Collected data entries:

------------------------------

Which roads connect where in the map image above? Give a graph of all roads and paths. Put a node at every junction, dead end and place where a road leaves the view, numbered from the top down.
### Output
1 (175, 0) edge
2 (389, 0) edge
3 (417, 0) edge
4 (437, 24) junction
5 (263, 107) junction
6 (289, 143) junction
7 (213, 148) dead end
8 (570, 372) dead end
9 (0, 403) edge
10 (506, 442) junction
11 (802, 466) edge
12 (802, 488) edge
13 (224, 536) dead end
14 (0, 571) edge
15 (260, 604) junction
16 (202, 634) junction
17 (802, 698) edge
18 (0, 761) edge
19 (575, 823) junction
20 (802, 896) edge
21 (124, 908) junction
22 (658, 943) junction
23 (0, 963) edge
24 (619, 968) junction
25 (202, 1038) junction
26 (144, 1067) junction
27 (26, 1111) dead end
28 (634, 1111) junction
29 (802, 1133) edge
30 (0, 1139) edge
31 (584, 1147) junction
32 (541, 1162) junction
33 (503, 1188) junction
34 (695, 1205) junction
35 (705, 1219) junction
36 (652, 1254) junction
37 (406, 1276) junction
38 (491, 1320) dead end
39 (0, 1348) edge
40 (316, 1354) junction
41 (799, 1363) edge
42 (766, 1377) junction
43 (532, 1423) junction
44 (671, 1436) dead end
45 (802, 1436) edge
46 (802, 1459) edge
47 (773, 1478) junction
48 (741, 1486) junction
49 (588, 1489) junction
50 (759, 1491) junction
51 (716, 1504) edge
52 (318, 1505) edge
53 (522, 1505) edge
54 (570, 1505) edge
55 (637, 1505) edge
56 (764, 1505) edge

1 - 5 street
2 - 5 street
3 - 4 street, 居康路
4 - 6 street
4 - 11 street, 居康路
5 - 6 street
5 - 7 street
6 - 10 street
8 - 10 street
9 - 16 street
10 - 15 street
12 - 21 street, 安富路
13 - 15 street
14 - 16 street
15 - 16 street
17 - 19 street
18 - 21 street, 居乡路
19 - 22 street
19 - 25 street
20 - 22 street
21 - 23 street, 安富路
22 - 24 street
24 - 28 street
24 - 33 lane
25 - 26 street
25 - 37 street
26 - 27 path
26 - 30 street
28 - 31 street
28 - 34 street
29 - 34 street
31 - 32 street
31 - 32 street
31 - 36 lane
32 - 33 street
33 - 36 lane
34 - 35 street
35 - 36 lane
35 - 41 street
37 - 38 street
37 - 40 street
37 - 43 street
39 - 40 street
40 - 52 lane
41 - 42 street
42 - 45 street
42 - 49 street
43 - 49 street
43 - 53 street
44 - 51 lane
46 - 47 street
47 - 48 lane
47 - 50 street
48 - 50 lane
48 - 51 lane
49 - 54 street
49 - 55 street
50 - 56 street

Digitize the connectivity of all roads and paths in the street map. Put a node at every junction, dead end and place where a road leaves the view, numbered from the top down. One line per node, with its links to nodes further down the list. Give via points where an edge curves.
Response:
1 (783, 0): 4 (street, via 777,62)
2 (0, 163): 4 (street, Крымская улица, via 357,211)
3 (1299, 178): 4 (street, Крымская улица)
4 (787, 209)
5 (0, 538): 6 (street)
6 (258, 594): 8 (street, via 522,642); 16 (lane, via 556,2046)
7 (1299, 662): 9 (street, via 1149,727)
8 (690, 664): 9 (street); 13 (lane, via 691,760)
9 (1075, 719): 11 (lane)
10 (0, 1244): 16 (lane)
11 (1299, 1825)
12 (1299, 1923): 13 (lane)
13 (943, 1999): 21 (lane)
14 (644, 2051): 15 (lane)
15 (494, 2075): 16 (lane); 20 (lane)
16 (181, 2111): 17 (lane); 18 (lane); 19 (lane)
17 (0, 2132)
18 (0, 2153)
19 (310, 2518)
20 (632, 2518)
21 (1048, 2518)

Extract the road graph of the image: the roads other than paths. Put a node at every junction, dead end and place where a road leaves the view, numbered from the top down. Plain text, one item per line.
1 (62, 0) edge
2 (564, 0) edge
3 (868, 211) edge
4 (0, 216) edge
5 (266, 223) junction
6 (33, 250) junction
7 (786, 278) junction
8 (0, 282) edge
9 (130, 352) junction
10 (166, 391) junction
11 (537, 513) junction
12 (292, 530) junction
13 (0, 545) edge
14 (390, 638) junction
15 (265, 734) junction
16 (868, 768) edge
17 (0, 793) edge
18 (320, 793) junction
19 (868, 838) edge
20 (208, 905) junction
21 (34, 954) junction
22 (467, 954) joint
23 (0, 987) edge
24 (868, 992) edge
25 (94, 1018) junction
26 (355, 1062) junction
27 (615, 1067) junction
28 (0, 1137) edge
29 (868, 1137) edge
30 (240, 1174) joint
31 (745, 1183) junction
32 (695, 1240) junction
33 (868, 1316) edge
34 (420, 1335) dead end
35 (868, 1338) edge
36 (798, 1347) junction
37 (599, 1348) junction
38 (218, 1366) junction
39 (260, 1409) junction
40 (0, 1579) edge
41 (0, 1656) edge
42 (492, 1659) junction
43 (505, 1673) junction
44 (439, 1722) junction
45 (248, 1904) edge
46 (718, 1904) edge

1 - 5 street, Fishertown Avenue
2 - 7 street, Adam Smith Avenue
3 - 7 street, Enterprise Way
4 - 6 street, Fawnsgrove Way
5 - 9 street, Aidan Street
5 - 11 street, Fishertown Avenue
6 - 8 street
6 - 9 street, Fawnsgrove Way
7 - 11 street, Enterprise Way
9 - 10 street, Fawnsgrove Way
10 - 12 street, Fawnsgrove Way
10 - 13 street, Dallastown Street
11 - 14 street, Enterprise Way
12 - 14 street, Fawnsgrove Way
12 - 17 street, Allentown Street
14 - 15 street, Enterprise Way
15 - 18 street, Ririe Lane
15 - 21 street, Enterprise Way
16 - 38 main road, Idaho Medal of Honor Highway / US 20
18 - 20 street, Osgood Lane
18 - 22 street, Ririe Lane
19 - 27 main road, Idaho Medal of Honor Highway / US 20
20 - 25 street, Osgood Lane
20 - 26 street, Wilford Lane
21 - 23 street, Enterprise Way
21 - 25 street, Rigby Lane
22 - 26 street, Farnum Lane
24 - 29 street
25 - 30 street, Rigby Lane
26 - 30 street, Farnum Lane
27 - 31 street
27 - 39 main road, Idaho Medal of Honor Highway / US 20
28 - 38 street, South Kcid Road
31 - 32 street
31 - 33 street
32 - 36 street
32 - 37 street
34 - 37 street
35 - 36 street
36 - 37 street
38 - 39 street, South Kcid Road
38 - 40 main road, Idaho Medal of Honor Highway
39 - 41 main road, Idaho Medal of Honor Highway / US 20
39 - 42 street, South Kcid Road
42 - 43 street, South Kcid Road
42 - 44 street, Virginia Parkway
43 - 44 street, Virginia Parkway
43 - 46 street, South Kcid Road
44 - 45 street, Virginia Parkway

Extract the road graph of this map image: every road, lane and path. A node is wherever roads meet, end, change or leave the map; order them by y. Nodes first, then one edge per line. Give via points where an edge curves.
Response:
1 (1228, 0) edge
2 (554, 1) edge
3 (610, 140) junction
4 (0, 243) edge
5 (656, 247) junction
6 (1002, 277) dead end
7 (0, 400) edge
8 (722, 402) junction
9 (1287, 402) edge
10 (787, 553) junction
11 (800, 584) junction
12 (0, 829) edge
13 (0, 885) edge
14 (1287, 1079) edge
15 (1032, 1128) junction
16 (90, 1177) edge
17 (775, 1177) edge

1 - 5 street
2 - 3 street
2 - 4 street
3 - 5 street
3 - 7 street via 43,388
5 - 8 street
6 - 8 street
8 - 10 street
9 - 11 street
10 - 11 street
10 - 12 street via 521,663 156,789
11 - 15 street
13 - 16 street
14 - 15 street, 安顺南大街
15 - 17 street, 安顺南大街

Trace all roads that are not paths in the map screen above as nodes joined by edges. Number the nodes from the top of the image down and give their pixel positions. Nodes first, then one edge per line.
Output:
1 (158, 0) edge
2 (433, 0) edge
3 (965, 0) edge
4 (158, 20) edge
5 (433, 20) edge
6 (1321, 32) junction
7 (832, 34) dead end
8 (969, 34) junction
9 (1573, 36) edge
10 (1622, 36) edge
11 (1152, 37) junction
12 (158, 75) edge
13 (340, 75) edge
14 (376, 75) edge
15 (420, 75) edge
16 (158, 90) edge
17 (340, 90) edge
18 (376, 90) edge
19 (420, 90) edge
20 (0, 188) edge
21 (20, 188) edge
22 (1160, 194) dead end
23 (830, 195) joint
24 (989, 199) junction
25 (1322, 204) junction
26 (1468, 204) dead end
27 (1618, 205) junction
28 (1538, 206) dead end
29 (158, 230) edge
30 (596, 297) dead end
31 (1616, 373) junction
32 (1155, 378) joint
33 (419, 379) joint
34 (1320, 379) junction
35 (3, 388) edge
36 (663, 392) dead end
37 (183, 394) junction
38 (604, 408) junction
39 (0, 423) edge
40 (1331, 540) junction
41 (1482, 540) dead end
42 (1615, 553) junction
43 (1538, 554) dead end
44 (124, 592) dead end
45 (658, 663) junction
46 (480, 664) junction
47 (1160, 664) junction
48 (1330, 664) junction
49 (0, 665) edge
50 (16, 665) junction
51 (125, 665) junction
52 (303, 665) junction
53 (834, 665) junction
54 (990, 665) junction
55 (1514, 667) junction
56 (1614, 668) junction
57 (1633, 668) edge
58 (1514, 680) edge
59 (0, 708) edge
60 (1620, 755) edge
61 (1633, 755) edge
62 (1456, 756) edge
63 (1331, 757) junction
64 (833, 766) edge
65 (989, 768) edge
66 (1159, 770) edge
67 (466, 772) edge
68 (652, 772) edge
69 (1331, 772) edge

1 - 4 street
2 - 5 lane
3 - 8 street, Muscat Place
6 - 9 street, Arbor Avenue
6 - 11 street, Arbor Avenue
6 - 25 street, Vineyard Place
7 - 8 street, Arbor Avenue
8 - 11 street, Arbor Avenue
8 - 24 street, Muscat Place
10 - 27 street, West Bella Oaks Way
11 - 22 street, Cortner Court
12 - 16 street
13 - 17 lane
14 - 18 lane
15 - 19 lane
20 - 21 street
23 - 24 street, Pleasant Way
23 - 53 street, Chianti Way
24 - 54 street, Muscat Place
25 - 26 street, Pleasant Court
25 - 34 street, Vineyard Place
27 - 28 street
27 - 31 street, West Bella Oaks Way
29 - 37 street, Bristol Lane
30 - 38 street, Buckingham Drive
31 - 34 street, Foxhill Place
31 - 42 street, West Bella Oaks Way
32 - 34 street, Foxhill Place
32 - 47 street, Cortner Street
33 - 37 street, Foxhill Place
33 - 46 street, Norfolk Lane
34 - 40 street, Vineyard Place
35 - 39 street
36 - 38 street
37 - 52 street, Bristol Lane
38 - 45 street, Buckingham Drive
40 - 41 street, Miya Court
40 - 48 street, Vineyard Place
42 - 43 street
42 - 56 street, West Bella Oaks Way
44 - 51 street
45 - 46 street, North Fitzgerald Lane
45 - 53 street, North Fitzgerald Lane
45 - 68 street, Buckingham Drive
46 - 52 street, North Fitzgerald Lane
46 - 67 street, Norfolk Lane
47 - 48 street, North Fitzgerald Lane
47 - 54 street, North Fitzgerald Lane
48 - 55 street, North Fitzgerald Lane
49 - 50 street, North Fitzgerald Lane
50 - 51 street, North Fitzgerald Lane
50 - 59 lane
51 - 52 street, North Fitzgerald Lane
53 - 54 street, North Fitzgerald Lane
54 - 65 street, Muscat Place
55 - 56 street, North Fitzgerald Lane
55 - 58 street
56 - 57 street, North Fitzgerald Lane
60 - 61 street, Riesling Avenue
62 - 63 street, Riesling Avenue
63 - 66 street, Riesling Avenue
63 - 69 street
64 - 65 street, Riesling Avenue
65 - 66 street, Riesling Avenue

------------------------------

● **Directions for this task**:
Using the records above, list each line that includes "Buckingham".

● **Worked solution**:
30 - 38 street, Buckingham Drive
38 - 45 street, Buckingham Drive
45 - 68 street, Buckingham Drive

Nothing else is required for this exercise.